Premier vainqueur britannique d'un tournoi du Grand Chelem depuis 76 ans et Fred Perry, Andy Murray aura dû attendre d'avoir 25 ans pour se débarrasser de son étiquette de "monsieur Grognon" mal aimé.
Né le 15 mai 1987 en Ecosse, Andy Murray avait pourtant le profil idéal pour être le chouchou des médias et du grand public. A l'âge de huit ans, il est le témoin d'une tuerie dans son école de Dunblane: Thomas Hamilton, un chômeur de 43 ans, lourdement armé, abat 16 élèves et un professeur puis se suicide. Andy échappe aux balles, caché sous un bureau chez le proviseur.
Il rechignera toujours à se confier sur cet épisode. Et ses qualités de joueur de tennis l'éloignent des brumes écossaises, avec deux ans passés à l'adolescence dans une académie de tennis à Barcelone.
Remarqué dès sa première apparition en Grand Chelem en 2005, à 18 ans, sur l'herbe de Wimbledon, il contraint l'Argentin David Nalbandian à un combat en cinq manches.
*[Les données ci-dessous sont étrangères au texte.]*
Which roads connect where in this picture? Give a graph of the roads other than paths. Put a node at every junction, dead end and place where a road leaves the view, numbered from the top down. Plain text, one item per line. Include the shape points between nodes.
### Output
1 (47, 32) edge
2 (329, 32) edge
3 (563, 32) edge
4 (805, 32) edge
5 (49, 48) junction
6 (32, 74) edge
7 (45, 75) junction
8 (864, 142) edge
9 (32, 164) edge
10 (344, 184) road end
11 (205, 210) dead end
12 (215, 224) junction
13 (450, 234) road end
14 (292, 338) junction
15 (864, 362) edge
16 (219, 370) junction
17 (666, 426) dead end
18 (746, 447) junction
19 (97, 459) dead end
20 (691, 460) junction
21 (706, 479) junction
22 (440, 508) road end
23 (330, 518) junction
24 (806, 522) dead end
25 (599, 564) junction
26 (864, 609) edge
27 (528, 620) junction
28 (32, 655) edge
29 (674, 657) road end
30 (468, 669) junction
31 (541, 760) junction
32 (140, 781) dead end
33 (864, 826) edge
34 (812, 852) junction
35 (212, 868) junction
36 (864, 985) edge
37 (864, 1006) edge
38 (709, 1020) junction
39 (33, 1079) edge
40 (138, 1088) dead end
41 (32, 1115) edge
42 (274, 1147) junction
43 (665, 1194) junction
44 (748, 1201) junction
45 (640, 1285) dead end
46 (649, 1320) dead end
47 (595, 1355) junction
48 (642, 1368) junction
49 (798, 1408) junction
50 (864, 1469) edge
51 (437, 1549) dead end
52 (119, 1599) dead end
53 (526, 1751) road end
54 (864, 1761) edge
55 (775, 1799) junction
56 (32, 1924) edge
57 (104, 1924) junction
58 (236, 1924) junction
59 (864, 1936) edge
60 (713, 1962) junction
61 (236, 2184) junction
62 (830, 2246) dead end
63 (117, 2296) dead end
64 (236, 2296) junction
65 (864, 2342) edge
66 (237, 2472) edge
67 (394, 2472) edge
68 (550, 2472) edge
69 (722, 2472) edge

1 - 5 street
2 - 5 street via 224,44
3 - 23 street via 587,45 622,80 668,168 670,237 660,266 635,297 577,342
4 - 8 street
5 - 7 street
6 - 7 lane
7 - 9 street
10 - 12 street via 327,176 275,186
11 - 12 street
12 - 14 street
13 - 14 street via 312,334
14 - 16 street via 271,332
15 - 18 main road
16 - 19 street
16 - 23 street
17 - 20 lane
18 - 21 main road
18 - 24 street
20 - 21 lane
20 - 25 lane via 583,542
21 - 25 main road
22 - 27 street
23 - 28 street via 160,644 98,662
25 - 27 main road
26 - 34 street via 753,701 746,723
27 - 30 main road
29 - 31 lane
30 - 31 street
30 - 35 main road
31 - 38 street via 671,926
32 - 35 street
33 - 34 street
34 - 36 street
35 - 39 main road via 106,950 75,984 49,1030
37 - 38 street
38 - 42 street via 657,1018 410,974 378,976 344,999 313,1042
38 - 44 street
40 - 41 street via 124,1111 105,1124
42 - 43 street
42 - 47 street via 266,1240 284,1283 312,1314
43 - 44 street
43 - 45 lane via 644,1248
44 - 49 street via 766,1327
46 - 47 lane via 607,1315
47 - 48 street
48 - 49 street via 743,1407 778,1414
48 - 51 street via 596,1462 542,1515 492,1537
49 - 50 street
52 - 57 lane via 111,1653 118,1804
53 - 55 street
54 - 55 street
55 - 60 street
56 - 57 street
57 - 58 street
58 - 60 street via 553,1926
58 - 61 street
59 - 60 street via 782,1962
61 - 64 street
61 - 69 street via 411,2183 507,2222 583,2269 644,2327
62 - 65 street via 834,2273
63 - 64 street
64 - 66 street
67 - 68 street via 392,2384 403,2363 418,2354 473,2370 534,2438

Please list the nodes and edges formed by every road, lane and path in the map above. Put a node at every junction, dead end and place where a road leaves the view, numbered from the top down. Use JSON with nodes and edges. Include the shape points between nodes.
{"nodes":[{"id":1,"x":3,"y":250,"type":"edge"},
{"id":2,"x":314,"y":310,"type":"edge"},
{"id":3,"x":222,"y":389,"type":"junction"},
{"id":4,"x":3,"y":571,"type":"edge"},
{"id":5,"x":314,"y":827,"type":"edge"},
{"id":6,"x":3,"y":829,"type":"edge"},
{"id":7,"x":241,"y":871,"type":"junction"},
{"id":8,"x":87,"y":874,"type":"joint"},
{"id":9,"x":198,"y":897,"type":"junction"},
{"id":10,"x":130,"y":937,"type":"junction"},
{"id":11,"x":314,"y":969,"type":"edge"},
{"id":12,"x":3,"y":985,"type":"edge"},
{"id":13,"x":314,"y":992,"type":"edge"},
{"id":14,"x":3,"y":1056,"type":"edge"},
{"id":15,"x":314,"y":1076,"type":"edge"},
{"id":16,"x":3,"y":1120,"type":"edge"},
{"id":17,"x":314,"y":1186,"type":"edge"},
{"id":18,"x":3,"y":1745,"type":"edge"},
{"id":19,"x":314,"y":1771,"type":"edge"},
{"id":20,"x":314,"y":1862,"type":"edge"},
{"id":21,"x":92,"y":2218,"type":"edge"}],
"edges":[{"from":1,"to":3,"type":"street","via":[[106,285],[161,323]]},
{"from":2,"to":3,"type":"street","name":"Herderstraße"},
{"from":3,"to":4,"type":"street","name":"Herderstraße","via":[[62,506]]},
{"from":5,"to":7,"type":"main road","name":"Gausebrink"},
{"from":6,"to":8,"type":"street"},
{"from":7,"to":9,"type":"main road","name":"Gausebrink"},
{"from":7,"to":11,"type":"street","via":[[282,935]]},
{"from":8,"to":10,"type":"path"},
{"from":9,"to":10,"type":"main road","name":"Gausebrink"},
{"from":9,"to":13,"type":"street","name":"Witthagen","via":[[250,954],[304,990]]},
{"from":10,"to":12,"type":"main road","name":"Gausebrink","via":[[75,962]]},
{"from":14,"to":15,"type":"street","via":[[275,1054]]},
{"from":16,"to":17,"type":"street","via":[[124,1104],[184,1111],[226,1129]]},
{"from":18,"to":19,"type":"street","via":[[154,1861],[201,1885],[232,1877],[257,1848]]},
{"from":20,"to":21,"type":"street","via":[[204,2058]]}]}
Le jeune Ecossais, toujours accompagné de sa mère et dont le grand frère Jamie est un bon spécialiste de double, est le futur champion qu'attend le tennis britannique, celui qui doit enfin succéder à Perry. Et réussir là où Tim Henman, l'Anglais aux allures de gendre idéal, a échoué.
Mais un an plus tard, il commet LA faute qui lui met le grand public anglais à dos: à la veille de la Coupe du monde de football 2006, il concède qu'il va soutenir "n'importe qui sauf l'Angleterre". Puis, avec sa préférence maintes fois affichée pour le tournoi de Flushing Meadows plutôt que pour Wimbledon, il aggrave son cas.